## Task prompt
The records below are to be quoted in full; please keep every word exact.

Top of Available data

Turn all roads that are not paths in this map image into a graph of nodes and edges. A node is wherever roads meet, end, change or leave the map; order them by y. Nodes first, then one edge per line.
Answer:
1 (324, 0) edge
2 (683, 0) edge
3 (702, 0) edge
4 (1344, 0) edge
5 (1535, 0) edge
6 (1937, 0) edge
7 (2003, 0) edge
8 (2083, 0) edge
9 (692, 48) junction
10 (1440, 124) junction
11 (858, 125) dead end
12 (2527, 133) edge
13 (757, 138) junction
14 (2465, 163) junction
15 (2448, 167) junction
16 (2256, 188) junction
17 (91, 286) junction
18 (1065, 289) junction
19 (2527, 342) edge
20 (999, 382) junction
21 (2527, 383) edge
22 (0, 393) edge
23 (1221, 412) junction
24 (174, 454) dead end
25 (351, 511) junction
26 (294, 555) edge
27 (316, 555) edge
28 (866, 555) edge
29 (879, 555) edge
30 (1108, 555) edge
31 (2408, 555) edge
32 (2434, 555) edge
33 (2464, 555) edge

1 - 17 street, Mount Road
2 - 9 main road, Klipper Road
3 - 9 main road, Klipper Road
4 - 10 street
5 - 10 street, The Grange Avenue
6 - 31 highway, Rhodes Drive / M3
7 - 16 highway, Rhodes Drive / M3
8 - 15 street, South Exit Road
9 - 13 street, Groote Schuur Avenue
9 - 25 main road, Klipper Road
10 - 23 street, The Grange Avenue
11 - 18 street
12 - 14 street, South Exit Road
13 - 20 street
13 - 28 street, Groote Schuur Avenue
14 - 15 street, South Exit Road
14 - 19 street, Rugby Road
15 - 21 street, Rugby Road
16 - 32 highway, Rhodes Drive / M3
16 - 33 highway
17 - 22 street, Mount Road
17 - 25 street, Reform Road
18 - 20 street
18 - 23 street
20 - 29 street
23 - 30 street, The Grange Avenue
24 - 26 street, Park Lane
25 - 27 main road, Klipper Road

Bottom of Available data

## Result of the task
Turn all roads that are not paths in this map image into a graph of nodes and edges. A node is wherever roads meet, end, change or leave the map; order them by y. Nodes first, then one edge per line.
Answer:
1 (324, 0) edge
2 (683, 0) edge
3 (702, 0) edge
4 (1344, 0) edge
5 (1535, 0) edge
6 (1937, 0) edge
7 (2003, 0) edge
8 (2083, 0) edge
9 (692, 48) junction
10 (1440, 124) junction
11 (858, 125) dead end
12 (2527, 133) edge
13 (757, 138) junction
14 (2465, 163) junction
15 (2448, 167) junction
16 (2256, 188) junction
17 (91, 286) junction
18 (1065, 289) junction
19 (2527, 342) edge
20 (999, 382) junction
21 (2527, 383) edge
22 (0, 393) edge
23 (1221, 412) junction
24 (174, 454) dead end
25 (351, 511) junction
26 (294, 555) edge
27 (316, 555) edge
28 (866, 555) edge
29 (879, 555) edge
30 (1108, 555) edge
31 (2408, 555) edge
32 (2434, 555) edge
33 (2464, 555) edge

1 - 17 street, Mount Road
2 - 9 main road, Klipper Road
3 - 9 main road, Klipper Road
4 - 10 street
5 - 10 street, The Grange Avenue
6 - 31 highway, Rhodes Drive / M3
7 - 16 highway, Rhodes Drive / M3
8 - 15 street, South Exit Road
9 - 13 street, Groote Schuur Avenue
9 - 25 main road, Klipper Road
10 - 23 street, The Grange Avenue
11 - 18 street
12 - 14 street, South Exit Road
13 - 20 street
13 - 28 street, Groote Schuur Avenue
14 - 15 street, South Exit Road
14 - 19 street, Rugby Road
15 - 21 street, Rugby Road
16 - 32 highway, Rhodes Drive / M3
16 - 33 highway
17 - 22 street, Mount Road
17 - 25 street, Reform Road
18 - 20 street
18 - 23 street
20 - 29 street
23 - 30 street, The Grange Avenue
24 - 26 street, Park Lane
25 - 27 main road, Klipper Road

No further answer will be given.